-- YOUR INSTRUCTIONS --
Report each line of the data that includes the word "main".

++++ INPUT MATERIAL

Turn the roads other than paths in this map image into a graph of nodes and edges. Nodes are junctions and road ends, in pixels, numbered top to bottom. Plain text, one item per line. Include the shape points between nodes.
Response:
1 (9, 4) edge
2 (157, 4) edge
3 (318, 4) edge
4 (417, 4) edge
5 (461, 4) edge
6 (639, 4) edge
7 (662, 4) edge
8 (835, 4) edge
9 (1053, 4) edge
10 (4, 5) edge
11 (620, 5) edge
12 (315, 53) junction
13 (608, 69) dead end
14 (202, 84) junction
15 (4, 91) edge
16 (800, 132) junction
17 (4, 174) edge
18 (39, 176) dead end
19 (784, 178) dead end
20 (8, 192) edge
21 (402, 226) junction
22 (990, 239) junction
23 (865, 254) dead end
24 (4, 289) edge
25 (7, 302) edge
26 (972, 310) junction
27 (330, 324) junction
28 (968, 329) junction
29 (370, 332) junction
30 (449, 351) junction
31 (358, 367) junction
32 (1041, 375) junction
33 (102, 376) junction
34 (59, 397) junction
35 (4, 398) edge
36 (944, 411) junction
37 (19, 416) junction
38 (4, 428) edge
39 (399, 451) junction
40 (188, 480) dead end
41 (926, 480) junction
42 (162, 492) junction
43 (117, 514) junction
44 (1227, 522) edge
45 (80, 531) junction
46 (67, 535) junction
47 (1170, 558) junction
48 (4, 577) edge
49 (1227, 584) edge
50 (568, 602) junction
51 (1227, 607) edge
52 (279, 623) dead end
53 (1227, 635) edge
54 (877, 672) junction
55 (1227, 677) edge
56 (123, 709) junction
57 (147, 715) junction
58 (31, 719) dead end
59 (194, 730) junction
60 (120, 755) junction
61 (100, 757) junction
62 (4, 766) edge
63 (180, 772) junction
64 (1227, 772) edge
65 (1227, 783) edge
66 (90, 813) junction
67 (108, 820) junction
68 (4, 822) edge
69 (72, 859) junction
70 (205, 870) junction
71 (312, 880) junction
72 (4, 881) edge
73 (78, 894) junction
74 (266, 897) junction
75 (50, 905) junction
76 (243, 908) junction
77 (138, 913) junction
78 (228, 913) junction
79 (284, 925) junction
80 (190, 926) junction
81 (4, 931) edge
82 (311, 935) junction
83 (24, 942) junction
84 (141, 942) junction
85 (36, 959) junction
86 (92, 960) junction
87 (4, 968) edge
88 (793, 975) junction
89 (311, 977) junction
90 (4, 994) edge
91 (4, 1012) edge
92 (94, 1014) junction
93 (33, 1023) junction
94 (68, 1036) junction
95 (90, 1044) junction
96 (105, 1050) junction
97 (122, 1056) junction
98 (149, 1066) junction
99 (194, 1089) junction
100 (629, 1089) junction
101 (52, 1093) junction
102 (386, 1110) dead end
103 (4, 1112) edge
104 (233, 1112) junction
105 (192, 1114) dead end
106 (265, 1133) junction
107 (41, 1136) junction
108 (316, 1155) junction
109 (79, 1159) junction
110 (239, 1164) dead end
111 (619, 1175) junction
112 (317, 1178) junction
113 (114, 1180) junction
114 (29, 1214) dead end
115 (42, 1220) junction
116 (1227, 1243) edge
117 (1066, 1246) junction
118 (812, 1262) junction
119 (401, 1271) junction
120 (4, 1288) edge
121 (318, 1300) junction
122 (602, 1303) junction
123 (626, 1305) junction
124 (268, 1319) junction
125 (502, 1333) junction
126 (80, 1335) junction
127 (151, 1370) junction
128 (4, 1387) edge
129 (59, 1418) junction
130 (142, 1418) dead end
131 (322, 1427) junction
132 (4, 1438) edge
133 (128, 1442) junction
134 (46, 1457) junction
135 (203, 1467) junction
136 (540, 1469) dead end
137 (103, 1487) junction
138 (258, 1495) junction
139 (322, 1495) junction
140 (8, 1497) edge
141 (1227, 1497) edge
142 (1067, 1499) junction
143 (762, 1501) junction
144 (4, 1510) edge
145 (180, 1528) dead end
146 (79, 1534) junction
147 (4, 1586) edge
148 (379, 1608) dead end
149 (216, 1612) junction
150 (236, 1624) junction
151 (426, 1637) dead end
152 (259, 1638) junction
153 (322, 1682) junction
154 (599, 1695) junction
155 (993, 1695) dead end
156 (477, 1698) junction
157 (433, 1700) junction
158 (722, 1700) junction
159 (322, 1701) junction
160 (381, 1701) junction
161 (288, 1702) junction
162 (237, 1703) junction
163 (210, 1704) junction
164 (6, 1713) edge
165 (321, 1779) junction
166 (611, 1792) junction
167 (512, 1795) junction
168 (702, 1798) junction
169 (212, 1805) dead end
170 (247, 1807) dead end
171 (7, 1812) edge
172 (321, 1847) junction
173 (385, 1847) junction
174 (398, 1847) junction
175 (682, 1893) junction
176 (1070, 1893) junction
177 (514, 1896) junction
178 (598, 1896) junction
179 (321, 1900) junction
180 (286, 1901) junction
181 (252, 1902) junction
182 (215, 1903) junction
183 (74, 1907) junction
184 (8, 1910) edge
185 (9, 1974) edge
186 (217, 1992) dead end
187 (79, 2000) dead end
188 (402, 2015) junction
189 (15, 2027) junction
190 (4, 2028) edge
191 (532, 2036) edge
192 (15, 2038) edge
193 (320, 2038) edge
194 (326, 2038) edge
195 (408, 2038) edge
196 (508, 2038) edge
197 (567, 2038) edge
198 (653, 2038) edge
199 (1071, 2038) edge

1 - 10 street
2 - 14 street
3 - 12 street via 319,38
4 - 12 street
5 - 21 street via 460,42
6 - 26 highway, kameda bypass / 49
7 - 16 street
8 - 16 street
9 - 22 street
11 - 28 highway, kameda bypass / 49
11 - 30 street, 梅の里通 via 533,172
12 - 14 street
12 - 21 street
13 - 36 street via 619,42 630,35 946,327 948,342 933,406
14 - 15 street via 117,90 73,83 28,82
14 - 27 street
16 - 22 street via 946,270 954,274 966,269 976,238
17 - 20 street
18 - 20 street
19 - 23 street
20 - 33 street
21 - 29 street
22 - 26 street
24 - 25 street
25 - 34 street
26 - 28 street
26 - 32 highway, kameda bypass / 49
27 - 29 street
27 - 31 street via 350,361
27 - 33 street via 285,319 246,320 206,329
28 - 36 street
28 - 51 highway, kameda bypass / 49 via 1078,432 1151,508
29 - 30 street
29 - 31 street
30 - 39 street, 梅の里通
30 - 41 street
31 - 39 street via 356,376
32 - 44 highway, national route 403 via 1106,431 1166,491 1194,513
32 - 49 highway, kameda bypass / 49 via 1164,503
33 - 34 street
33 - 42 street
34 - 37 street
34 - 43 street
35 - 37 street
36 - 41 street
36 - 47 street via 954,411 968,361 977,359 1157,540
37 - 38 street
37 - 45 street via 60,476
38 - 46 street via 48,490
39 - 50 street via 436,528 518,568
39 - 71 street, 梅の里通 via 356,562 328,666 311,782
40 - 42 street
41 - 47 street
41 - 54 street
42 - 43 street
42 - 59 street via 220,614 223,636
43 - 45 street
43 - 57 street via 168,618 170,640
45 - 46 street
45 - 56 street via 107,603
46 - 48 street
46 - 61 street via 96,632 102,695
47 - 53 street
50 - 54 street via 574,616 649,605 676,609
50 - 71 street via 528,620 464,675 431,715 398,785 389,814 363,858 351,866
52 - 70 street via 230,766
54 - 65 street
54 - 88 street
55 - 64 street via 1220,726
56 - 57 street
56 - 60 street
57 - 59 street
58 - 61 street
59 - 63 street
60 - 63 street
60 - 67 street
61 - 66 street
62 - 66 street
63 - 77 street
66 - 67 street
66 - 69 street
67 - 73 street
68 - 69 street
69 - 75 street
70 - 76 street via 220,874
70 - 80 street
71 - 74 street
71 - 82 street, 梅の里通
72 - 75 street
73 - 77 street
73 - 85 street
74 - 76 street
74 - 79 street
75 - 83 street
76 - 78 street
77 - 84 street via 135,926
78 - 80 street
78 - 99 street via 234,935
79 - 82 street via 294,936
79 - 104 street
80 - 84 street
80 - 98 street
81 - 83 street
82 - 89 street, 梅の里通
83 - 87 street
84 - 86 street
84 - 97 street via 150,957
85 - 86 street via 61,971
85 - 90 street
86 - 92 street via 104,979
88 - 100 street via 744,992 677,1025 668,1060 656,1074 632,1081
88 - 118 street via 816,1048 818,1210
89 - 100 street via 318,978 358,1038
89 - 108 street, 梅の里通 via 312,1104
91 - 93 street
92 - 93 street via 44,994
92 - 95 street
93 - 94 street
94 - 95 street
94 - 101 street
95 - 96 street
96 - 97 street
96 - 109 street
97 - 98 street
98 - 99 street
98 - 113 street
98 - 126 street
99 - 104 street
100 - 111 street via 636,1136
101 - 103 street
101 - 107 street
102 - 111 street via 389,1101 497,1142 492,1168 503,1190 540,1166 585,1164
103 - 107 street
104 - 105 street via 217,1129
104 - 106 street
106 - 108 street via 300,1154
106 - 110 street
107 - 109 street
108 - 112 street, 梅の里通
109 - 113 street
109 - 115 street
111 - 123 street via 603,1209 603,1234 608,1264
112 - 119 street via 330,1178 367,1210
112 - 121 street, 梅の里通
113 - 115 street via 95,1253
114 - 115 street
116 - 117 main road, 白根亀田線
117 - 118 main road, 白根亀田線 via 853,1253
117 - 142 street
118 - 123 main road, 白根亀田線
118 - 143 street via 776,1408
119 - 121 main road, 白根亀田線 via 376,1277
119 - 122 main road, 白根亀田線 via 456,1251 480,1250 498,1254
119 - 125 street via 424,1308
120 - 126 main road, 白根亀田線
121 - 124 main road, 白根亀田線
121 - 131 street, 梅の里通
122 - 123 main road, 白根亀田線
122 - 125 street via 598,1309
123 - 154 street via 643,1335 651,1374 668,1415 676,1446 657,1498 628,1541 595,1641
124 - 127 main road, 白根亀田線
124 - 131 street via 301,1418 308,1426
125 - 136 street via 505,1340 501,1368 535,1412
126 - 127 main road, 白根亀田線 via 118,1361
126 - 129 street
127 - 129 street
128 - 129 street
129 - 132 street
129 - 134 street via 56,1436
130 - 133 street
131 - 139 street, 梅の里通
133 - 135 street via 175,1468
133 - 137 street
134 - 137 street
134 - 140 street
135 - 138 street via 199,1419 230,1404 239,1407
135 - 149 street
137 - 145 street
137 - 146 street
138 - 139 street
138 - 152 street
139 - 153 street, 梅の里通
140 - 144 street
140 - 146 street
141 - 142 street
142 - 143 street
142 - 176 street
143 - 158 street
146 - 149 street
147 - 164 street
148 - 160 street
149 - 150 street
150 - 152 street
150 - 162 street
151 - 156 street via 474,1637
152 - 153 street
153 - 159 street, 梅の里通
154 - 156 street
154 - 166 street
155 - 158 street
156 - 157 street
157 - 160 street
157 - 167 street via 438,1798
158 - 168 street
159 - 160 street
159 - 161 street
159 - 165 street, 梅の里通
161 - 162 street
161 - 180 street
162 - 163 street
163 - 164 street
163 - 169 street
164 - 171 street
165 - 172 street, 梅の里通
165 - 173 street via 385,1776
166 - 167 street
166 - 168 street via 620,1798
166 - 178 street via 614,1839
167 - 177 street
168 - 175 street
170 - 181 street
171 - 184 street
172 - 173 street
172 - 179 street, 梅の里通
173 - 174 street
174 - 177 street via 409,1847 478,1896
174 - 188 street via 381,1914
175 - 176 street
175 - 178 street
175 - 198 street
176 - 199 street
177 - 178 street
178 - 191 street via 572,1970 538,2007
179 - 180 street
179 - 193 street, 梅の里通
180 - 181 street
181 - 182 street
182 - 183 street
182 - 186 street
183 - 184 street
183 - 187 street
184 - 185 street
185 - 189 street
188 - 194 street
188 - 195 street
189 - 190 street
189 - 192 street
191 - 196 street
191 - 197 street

++++++++

-- COMPLETED TASK --
116 - 117 main road, 白根亀田線
117 - 118 main road, 白根亀田線 via 853,1253
118 - 123 main road, 白根亀田線
119 - 121 main road, 白根亀田線 via 376,1277
119 - 122 main road, 白根亀田線 via 456,1251 480,1250 498,1254
120 - 126 main road, 白根亀田線
121 - 124 main road, 白根亀田線
122 - 123 main road, 白根亀田線
124 - 127 main road, 白根亀田線
126 - 127 main road, 白根亀田線 via 118,1361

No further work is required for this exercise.